As I was introducing these strangers from England to the students, I realized that I was thinking of them not as THE students, but as MY students. Not mine in the sense that they belong to me, but mine in the sense that I belong to them. I have now been at Helen Keller for about three months, and these kids have started to get to me; they are becoming a huge part of my community. The strongest sense of this came when I took the group into the kindergarten. The littles were sitting down in the kitchen for their mid-morning snack and when I walked in, they all yelled, “MISS SARAH!” It is hard to put into words the feeling of a welcome like that. Once the group had made their way in, the kindergarteners wanted to sing for them. What song? The Wheels on the Bus, of course. I spend one day a week in the kindergarten and knowing about my love of music, the teachers have asked me to use music to help teach the kids English. And what song have I been teaching them? The Wheels on the Bus, of course. Watching the students sing and do the actions for the tour group brought me such a sense of pride, but not in the way you might think.

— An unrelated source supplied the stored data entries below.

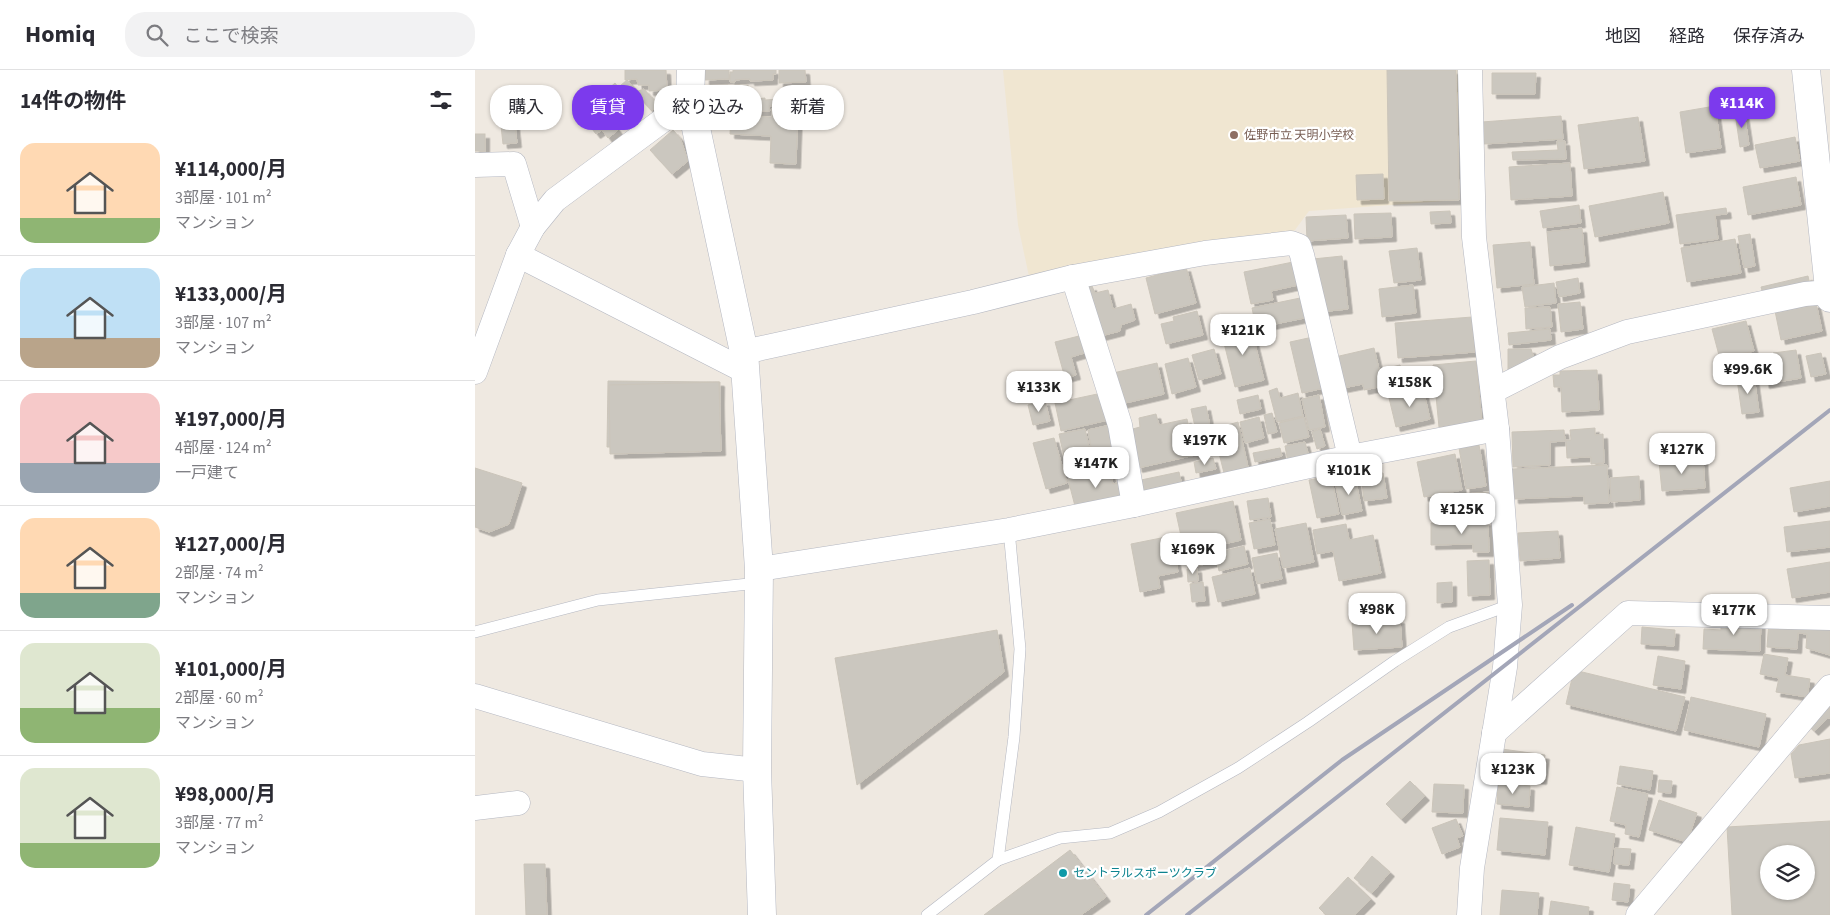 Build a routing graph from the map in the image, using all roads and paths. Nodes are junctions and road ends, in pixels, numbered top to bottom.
1 (691, 70) edge
2 (1470, 70) edge
3 (1806, 70) edge
4 (691, 85) edge
5 (654, 127) edge
6 (697, 130) edge
7 (475, 165) edge
8 (533, 226) junction
9 (518, 255) junction
10 (1073, 277) junction
11 (1830, 294) edge
12 (744, 362) junction
13 (475, 372) edge
14 (1493, 391) junction
15 (1497, 429) junction
16 (1350, 457) junction
17 (1135, 505) junction
18 (1009, 530) junction
19 (759, 576) junction
20 (1510, 605) junction
21 (1830, 618) edge
22 (475, 632) edge
23 (1830, 686) edge
24 (475, 696) edge
25 (1493, 733) junction
26 (757, 770) junction
27 (518, 803) dead end
28 (475, 808) edge
29 (999, 860) junction
30 (762, 915) edge
31 (927, 915) edge
32 (1469, 915) edge
33 (1638, 915) edge

1 - 4 street
2 - 14 street
3 - 11 street
5 - 8 street
6 - 12 street
7 - 8 street
8 - 9 street
9 - 12 street
9 - 13 street
10 - 12 street
10 - 16 street
10 - 17 street
11 - 14 street
12 - 19 street
14 - 15 street
15 - 16 street
15 - 20 street
16 - 17 street
17 - 18 street
18 - 19 street
18 - 29 lane
19 - 22 lane
19 - 26 street
20 - 25 street
20 - 29 lane
21 - 25 street
23 - 33 street
24 - 26 street
25 - 32 street
26 - 30 street
27 - 28 street
29 - 31 lane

I was so proud, not just because the kids were showing the group something that I had taught them, but because they were showing them something they had learned. We had done it together. The smiles on the kindergarteners faces while they were beeping the horn on the bus was more than enough to sustain me for quite some time. That morning was one that reassured that although life here is difficult on so many levels, I have community. Sometimes that community is my fellow YAGM’s and country coordinators, sometimes it’s the congregation at the Lutheran Church of the Redeemer, and sometimes it’s a group of four and five year olds who still don’t really know how to blow their noses. I don’t think that I could be more grateful for that.